Sharon's health has deteriorated, with his "vital organs" failing, the hospital where he has been housed since falling into a coma on January 4, 2006, said on Thursday.
The 85-year-old politician's extraordinary and controversial career stretches back more than half a century, when he made it his mission to safeguard national security.
He became convinced Israel needed to separate from the Palestinians and unilaterally determine its own borders.
After withdrawing Israeli troops and settlers from the Gaza Strip in September 2005 following a 38-year occupation, Sharon abandoned his rightwing Likud party to form a centrist grouping to fulfil what he saw as a historic calling.
But after he fell into a coma, the Islamist movement Hamas took control of Gaza, having routed forces loyal to moderate Palestinian president Mahmud Abbas in June 2007, effectively setting up an Islamist territory on Israel's border.
Sharon was also known for Israel's controversial 1982 invasion of Lebanon that left around 20,000 people dead.
In 2006, a UN-brokered ceasefire took effect in Lebanon after a 34-day war between Israel and the Shiite militant group Hezbollah, created as a result of the 1982 invasion Sharon directed as defence minister.
Born in British-mandate Palestine on February 27, 1928, to parents from Belarus, Sharon summed himself up in the title of his autobiography: "Warrior".
He was first elected premier in February 2001, just months after walking across the disputed Al-Aqsa/Temple Mount compound in Jerusalem in an action that sparked the second Palestinian uprising.
While his administration was initially seen as the most hawkish in Israeli history, less than four years later it withdrew troops and settlers from Gaza, Palestinian territory occupied in the 1967 war.
Plaudits and implacable enemies
The pullout earned Sharon plaudits around the world, but also made implacable enemies of former friends and allies on the nationalist right.
But nothing could redeem Sharon in the eyes of his Palestinian foes.

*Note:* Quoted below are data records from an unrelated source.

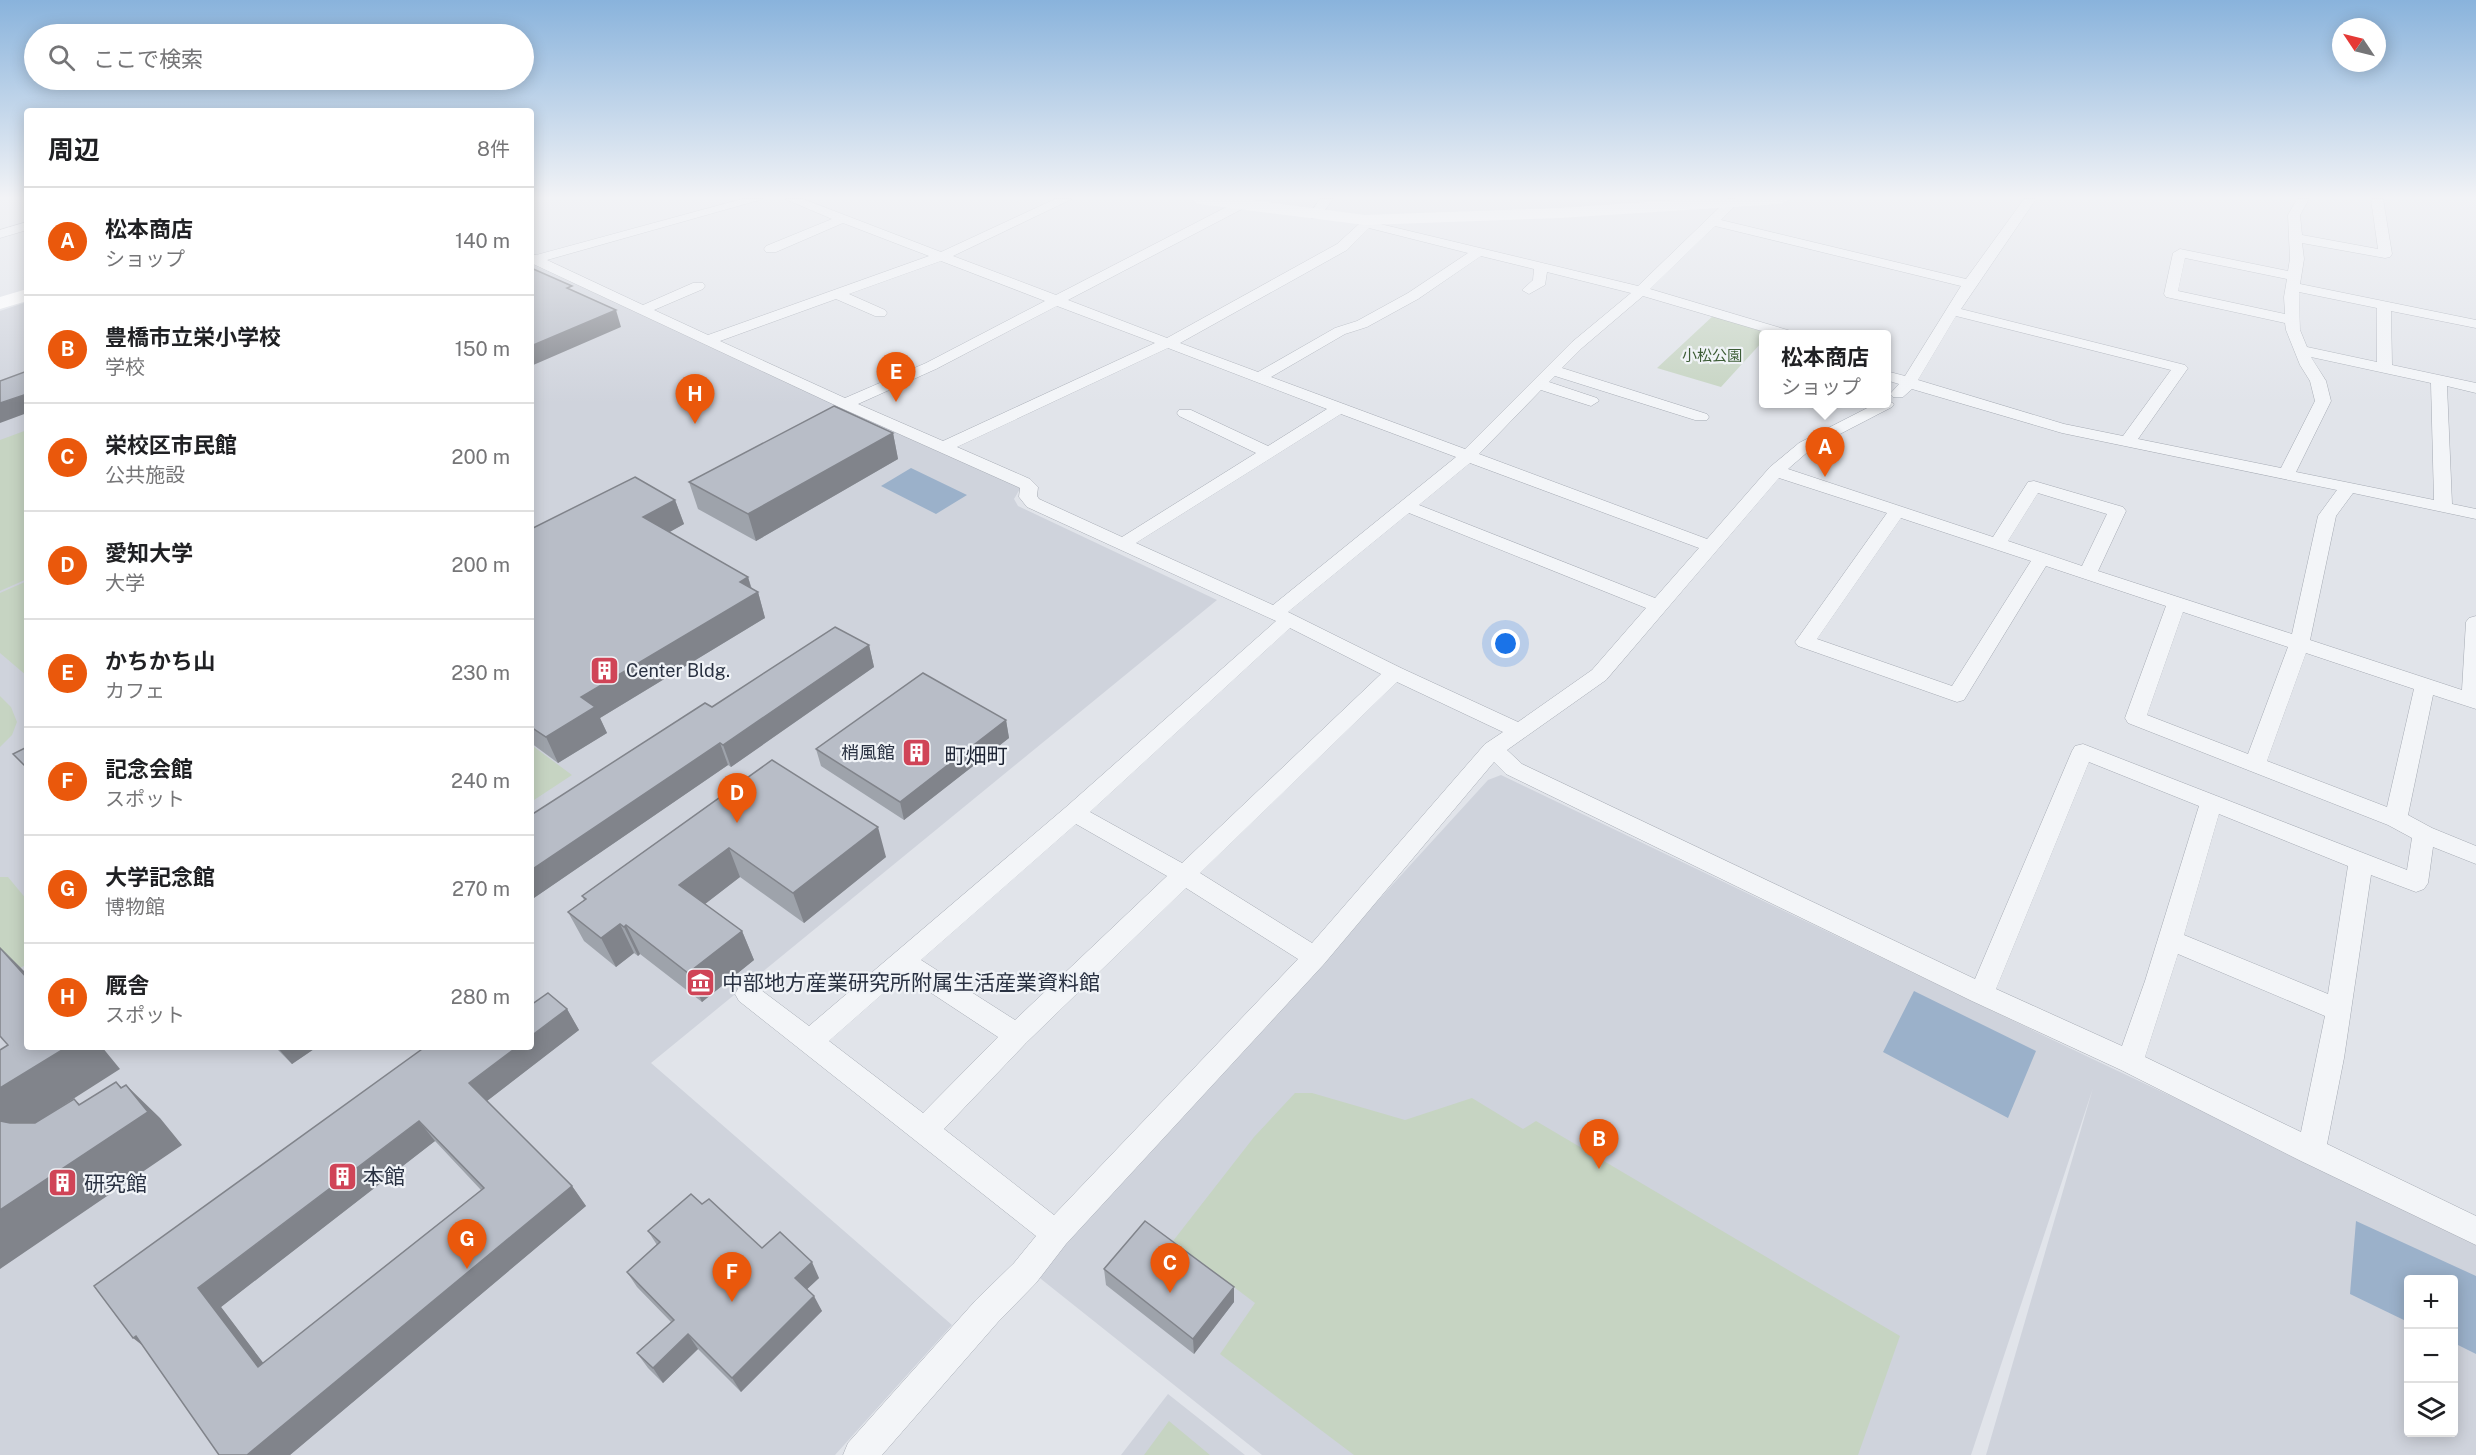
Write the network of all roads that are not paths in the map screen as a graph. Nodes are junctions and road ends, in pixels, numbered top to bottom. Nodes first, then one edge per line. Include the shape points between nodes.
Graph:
1 (1541, 266) edge
2 (550, 267) edge
3 (912, 267) edge
4 (971, 267) edge
5 (1122, 267) edge
6 (1306, 267) edge
7 (1456, 267) edge
8 (1545, 267) edge
9 (1666, 267) edge
10 (1898, 267) edge
11 (1981, 267) edge
12 (2177, 267) edge
13 (2234, 267) edge
14 (2295, 267) edge
15 (2293, 282) junction
16 (1969, 284) junction
17 (24, 286) edge
18 (698, 286) dead end
19 (1529, 290) dead end
20 (1641, 291) junction
21 (0, 293) edge
22 (836, 294) junction
23 (24, 296) edge
24 (1057, 301) junction
25 (0, 303) edge
26 (2384, 306) junction
27 (642, 310) junction
28 (1952, 311) junction
29 (880, 313) dead end
30 (2292, 320) junction
31 (2476, 324) edge
32 (1773, 330) edge
33 (708, 340) junction
34 (1168, 342) junction
35 (2301, 350) junction
36 (2385, 369) junction
37 (1552, 370) junction
38 (1891, 377) edge
39 (1259, 378) junction
40 (2439, 380) junction
41 (1538, 384) junction
42 (1908, 384) junction
43 (2476, 388) edge
44 (1891, 399) edge
45 (1591, 401) dead end
46 (845, 404) junction
47 (1339, 408) junction
48 (1878, 408) edge
49 (1185, 413) dead end
50 (1701, 417) dead end
51 (2128, 441) junction
52 (942, 448) junction
53 (1268, 452) junction
54 (1468, 456) junction
55 (1776, 471) junction
56 (2286, 475) junction
57 (2348, 488) junction
58 (1406, 506) junction
59 (2443, 506) junction
60 (1897, 511) junction
61 (2476, 514) edge
62 (1123, 544) junction
63 (1997, 544) junction
64 (1708, 546) junction
65 (2042, 559) junction
66 (2087, 574) junction
67 (2177, 602) junction
68 (1658, 606) junction
69 (1281, 617) junction
70 (2476, 632) edge
71 (2299, 645) junction
72 (1394, 673) junction
73 (2425, 686) junction
74 (2474, 701) edge
75 (1520, 731) junction
76 (1493, 749) junction
77 (2255, 764) junction
78 (2211, 801) junction
79 (1074, 813) junction
80 (2396, 819) junction
81 (2424, 834) junction
82 (2476, 855) edge
83 (2361, 860) junction
84 (1184, 875) junction
85 (2171, 940) junction
86 (1315, 957) junction
87 (902, 961) junction
88 (748, 994) dead end
89 (1981, 994) junction
90 (2338, 1010) junction
91 (1017, 1035) junction
92 (810, 1041) junction
93 (2130, 1062) junction
94 (924, 1131) junction
95 (2311, 1152) junction
96 (2476, 1231) edge
97 (1056, 1234) junction
98 (860, 1455) edge

1 - 19 street via 1540,282
2 - 27 street
3 - 22 street
4 - 24 street
5 - 24 street
6 - 34 street
7 - 39 street via 1413,296 1362,324 1340,331
8 - 20 street
9 - 20 street
10 - 16 street
11 - 16 street
12 - 30 street via 2171,294
13 - 15 street
14 - 15 street
15 - 26 street
15 - 30 street
16 - 28 street
17 - 21 street
18 - 27 street
20 - 32 street
20 - 37 street
22 - 29 street
22 - 33 street
23 - 25 street
24 - 34 street
24 - 46 street via 931,366
26 - 31 street
26 - 36 street
27 - 33 street
28 - 42 street
28 - 51 street via 2180,368
30 - 35 street
33 - 46 street
34 - 39 street
34 - 52 street
35 - 36 street
35 - 56 street via 2319,381 2323,401
36 - 40 street
37 - 41 street
37 - 50 street
38 - 42 street
39 - 47 street
40 - 43 street
40 - 59 street
41 - 45 street
41 - 54 street
42 - 44 street
42 - 51 street via 2062,428
46 - 52 street
47 - 53 street
47 - 54 street
48 - 55 street via 1805,446
49 - 53 street
51 - 56 street
52 - 62 street via 1024,483 1033,503
53 - 62 street
54 - 58 street
54 - 64 street
55 - 60 street
55 - 64 street
56 - 57 street
57 - 59 street
57 - 71 street via 2327,516
58 - 68 street
58 - 69 street
59 - 61 street
60 - 63 street
60 - 65 street via 1805,642 1957,695
62 - 69 street
63 - 65 street
63 - 66 street via 2034,486 2117,511
64 - 68 street
65 - 66 street
66 - 67 street
67 - 71 street
67 - 77 street via 2135,718
68 - 75 street via 1599,675
69 - 72 street
69 - 79 street
70 - 74 street
71 - 73 street
71 - 77 street
72 - 75 street
72 - 84 street
73 - 74 street
73 - 80 street
75 - 76 street
76 - 86 street
76 - 89 street via 1514,769
77 - 80 street
78 - 83 street
78 - 85 street
78 - 89 street via 2084,751
79 - 84 street
79 - 87 street
80 - 81 street
81 - 82 street
81 - 83 street via 2416,883
83 - 90 street
84 - 86 street
84 - 91 street
85 - 90 street
85 - 93 street
86 - 97 street
87 - 91 street
87 - 92 street
88 - 92 street
89 - 93 street
90 - 95 street
91 - 94 street
92 - 94 street
93 - 95 street
94 - 97 street
95 - 96 street
97 - 98 street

Shortly after his massive stroke in 2006, Hamas said the Middle East would be better off without him.
Likewise, his critics on the Israeli right regarded him as a sell-out whose strategy helped hand power in Gaza to Hamas.
Sharon first rose to prominence on the battlefield in Israel's wars against Arab states, acquiring a reputation for chilling reprisals and a maverick tendency to do whatever he wanted.
He served as a general in the 1967 Six-Day War and was recalled from retirement in the 1973 Yom Kippur War when he led his troops across Egypt's Suez Canal.
Dubbed "the Bulldozer" for his style and his physique, he is remembered by Arabs as the "Butcher of Beirut" for the massacres of Palestinian refugees at Sabra and Shatila by a Lebanese militia, while Israeli troops stood by.
It ultimately cost him his job -- he was forced to resign after being held "indirectly responsible" for the killings.
But he remained in the cabinet, rebuilding his reputation first as infrastructure and then as foreign minister before becoming leader of Likud in 2000.
In November 2005, he left Likud to form a new party, Kadima, frustrated by the hardliners opposed to the Gaza pullout and any further concessions in the occupied West Bank.
In doing so, Sharon effectively redrew the Israeli political landscape.
His gamble was vindicated in a March 2006 election when Kadima made Israeli history as the first new party to win its first election.
But his personal life was blighted by tragedy. His first wife Margalith was killed in a car crash in 1962.
His second wife, Margalith's younger sister Lily, died of cancer in 2001.
And one of his three sons died in 1967 after being shot while playing with his father's rifle.